Top of SUPPLIED RECORDS

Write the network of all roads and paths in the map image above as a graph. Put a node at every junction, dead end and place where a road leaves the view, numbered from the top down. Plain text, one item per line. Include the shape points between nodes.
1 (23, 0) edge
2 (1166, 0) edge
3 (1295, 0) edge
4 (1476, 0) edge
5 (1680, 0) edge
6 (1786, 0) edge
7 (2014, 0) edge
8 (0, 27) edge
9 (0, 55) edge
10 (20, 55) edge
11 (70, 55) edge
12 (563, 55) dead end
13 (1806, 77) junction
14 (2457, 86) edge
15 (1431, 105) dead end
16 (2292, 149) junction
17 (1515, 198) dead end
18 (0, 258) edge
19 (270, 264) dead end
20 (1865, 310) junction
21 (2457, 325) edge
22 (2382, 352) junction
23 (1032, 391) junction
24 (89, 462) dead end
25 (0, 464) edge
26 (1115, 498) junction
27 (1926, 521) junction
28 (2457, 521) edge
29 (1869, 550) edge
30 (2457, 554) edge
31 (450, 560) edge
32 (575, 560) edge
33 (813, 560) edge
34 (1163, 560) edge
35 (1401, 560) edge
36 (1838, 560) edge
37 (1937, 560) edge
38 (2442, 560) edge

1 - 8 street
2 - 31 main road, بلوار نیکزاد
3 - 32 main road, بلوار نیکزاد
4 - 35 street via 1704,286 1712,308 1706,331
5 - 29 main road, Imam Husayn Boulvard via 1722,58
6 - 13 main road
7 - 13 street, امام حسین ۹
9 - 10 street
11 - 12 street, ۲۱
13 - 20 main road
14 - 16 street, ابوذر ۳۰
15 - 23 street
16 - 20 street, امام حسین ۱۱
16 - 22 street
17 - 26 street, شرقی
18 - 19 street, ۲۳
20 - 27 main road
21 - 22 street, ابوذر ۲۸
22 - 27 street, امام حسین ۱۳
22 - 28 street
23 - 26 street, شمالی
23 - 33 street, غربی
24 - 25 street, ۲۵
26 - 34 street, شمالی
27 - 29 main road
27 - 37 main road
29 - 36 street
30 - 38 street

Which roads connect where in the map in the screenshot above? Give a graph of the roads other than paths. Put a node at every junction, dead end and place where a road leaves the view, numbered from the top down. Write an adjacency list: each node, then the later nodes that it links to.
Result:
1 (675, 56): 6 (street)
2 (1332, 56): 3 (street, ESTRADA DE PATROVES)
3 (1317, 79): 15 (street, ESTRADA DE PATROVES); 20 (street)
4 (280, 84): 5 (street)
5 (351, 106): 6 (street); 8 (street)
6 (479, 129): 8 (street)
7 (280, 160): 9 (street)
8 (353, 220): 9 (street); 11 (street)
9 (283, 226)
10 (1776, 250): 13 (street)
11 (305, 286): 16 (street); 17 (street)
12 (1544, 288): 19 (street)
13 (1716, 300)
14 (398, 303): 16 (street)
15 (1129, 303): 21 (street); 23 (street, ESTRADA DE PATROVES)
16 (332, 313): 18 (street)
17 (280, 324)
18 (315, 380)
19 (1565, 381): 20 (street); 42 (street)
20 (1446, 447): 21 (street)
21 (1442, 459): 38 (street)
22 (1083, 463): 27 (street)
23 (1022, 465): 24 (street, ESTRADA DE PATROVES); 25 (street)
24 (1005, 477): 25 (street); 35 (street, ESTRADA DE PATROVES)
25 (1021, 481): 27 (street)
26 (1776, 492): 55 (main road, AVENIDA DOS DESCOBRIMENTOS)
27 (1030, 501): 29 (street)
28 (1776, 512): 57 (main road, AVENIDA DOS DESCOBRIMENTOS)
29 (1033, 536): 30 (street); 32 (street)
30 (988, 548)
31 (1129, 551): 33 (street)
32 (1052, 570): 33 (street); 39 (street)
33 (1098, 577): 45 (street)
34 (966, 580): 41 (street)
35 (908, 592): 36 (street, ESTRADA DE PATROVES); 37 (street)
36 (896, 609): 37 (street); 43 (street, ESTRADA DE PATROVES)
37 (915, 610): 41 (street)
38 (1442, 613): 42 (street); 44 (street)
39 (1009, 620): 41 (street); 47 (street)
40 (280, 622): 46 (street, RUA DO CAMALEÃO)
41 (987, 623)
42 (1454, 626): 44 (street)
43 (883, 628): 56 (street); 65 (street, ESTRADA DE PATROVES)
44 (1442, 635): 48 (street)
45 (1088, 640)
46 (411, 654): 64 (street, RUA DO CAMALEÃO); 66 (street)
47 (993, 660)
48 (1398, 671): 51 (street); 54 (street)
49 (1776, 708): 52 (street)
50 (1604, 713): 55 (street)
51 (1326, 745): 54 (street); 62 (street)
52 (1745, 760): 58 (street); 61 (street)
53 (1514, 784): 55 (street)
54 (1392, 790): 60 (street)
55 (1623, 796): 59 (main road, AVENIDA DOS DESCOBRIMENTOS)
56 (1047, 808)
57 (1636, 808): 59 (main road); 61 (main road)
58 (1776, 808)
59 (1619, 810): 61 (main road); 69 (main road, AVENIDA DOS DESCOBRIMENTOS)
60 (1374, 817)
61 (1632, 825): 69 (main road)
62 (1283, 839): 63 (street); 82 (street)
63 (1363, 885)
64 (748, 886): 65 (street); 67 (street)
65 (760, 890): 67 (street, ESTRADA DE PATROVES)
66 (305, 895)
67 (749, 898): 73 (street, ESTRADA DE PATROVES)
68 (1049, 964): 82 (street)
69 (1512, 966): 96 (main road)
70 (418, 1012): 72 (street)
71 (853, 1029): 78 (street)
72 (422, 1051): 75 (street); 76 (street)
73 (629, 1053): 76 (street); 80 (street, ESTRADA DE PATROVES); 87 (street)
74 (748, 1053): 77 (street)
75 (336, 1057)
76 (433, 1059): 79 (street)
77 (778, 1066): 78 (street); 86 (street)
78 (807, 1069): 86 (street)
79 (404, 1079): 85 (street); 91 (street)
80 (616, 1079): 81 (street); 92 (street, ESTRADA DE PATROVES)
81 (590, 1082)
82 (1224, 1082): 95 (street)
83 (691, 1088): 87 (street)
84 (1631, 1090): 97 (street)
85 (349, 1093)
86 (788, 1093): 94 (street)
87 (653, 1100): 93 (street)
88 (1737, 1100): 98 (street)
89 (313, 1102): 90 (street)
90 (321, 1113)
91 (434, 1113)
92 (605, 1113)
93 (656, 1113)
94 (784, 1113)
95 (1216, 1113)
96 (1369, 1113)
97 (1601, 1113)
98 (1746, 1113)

Bottom of SUPPLIED RECORDS

WHAT NEEDS TO BE DONE: A word-for-word restatement of every record above is expected.

FINAL ANSWER:
Write the network of all roads and paths in the map image above as a graph. Put a node at every junction, dead end and place where a road leaves the view, numbered from the top down. Plain text, one item per line. Include the shape points between nodes.
1 (23, 0) edge
2 (1166, 0) edge
3 (1295, 0) edge
4 (1476, 0) edge
5 (1680, 0) edge
6 (1786, 0) edge
7 (2014, 0) edge
8 (0, 27) edge
9 (0, 55) edge
10 (20, 55) edge
11 (70, 55) edge
12 (563, 55) dead end
13 (1806, 77) junction
14 (2457, 86) edge
15 (1431, 105) dead end
16 (2292, 149) junction
17 (1515, 198) dead end
18 (0, 258) edge
19 (270, 264) dead end
20 (1865, 310) junction
21 (2457, 325) edge
22 (2382, 352) junction
23 (1032, 391) junction
24 (89, 462) dead end
25 (0, 464) edge
26 (1115, 498) junction
27 (1926, 521) junction
28 (2457, 521) edge
29 (1869, 550) edge
30 (2457, 554) edge
31 (450, 560) edge
32 (575, 560) edge
33 (813, 560) edge
34 (1163, 560) edge
35 (1401, 560) edge
36 (1838, 560) edge
37 (1937, 560) edge
38 (2442, 560) edge

1 - 8 street
2 - 31 main road, بلوار نیکزاد
3 - 32 main road, بلوار نیکزاد
4 - 35 street via 1704,286 1712,308 1706,331
5 - 29 main road, Imam Husayn Boulvard via 1722,58
6 - 13 main road
7 - 13 street, امام حسین ۹
9 - 10 street
11 - 12 street, ۲۱
13 - 20 main road
14 - 16 street, ابوذر ۳۰
15 - 23 street
16 - 20 street, امام حسین ۱۱
16 - 22 street
17 - 26 street, شرقی
18 - 19 street, ۲۳
20 - 27 main road
21 - 22 street, ابوذر ۲۸
22 - 27 street, امام حسین ۱۳
22 - 28 street
23 - 26 street, شمالی
23 - 33 street, غربی
24 - 25 street, ۲۵
26 - 34 street, شمالی
27 - 29 main road
27 - 37 main road
29 - 36 street
30 - 38 street

Which roads connect where in the map in the screenshot above? Give a graph of the roads other than paths. Put a node at every junction, dead end and place where a road leaves the view, numbered from the top down. Write an adjacency list: each node, then the later nodes that it links to.
Result:
1 (675, 56): 6 (street)
2 (1332, 56): 3 (street, ESTRADA DE PATROVES)
3 (1317, 79): 15 (street, ESTRADA DE PATROVES); 20 (street)
4 (280, 84): 5 (street)
5 (351, 106): 6 (street); 8 (street)
6 (479, 129): 8 (street)
7 (280, 160): 9 (street)
8 (353, 220): 9 (street); 11 (street)
9 (283, 226)
10 (1776, 250): 13 (street)
11 (305, 286): 16 (street); 17 (street)
12 (1544, 288): 19 (street)
13 (1716, 300)
14 (398, 303): 16 (street)
15 (1129, 303): 21 (street); 23 (street, ESTRADA DE PATROVES)
16 (332, 313): 18 (street)
17 (280, 324)
18 (315, 380)
19 (1565, 381): 20 (street); 42 (street)
20 (1446, 447): 21 (street)
21 (1442, 459): 38 (street)
22 (1083, 463): 27 (street)
23 (1022, 465): 24 (street, ESTRADA DE PATROVES); 25 (street)
24 (1005, 477): 25 (street); 35 (street, ESTRADA DE PATROVES)
25 (1021, 481): 27 (street)
26 (1776, 492): 55 (main road, AVENIDA DOS DESCOBRIMENTOS)
27 (1030, 501): 29 (street)
28 (1776, 512): 57 (main road, AVENIDA DOS DESCOBRIMENTOS)
29 (1033, 536): 30 (street); 32 (street)
30 (988, 548)
31 (1129, 551): 33 (street)
32 (1052, 570): 33 (street); 39 (street)
33 (1098, 577): 45 (street)
34 (966, 580): 41 (street)
35 (908, 592): 36 (street, ESTRADA DE PATROVES); 37 (street)
36 (896, 609): 37 (street); 43 (street, ESTRADA DE PATROVES)
37 (915, 610): 41 (street)
38 (1442, 613): 42 (street); 44 (street)
39 (1009, 620): 41 (street); 47 (street)
40 (280, 622): 46 (street, RUA DO CAMALEÃO)
41 (987, 623)
42 (1454, 626): 44 (street)
43 (883, 628): 56 (street); 65 (street, ESTRADA DE PATROVES)
44 (1442, 635): 48 (street)
45 (1088, 640)
46 (411, 654): 64 (street, RUA DO CAMALEÃO); 66 (street)
47 (993, 660)
48 (1398, 671): 51 (street); 54 (street)
49 (1776, 708): 52 (street)
50 (1604, 713): 55 (street)
51 (1326, 745): 54 (street); 62 (street)
52 (1745, 760): 58 (street); 61 (street)
53 (1514, 784): 55 (street)
54 (1392, 790): 60 (street)
55 (1623, 796): 59 (main road, AVENIDA DOS DESCOBRIMENTOS)
56 (1047, 808)
57 (1636, 808): 59 (main road); 61 (main road)
58 (1776, 808)
59 (1619, 810): 61 (main road); 69 (main road, AVENIDA DOS DESCOBRIMENTOS)
60 (1374, 817)
61 (1632, 825): 69 (main road)
62 (1283, 839): 63 (street); 82 (street)
63 (1363, 885)
64 (748, 886): 65 (street); 67 (street)
65 (760, 890): 67 (street, ESTRADA DE PATROVES)
66 (305, 895)
67 (749, 898): 73 (street, ESTRADA DE PATROVES)
68 (1049, 964): 82 (street)
69 (1512, 966): 96 (main road)
70 (418, 1012): 72 (street)
71 (853, 1029): 78 (street)
72 (422, 1051): 75 (street); 76 (street)
73 (629, 1053): 76 (street); 80 (street, ESTRADA DE PATROVES); 87 (street)
74 (748, 1053): 77 (street)
75 (336, 1057)
76 (433, 1059): 79 (street)
77 (778, 1066): 78 (street); 86 (street)
78 (807, 1069): 86 (street)
79 (404, 1079): 85 (street); 91 (street)
80 (616, 1079): 81 (street); 92 (street, ESTRADA DE PATROVES)
81 (590, 1082)
82 (1224, 1082): 95 (street)
83 (691, 1088): 87 (street)
84 (1631, 1090): 97 (street)
85 (349, 1093)
86 (788, 1093): 94 (street)
87 (653, 1100): 93 (street)
88 (1737, 1100): 98 (street)
89 (313, 1102): 90 (street)
90 (321, 1113)
91 (434, 1113)
92 (605, 1113)
93 (656, 1113)
94 (784, 1113)
95 (1216, 1113)
96 (1369, 1113)
97 (1601, 1113)
98 (1746, 1113)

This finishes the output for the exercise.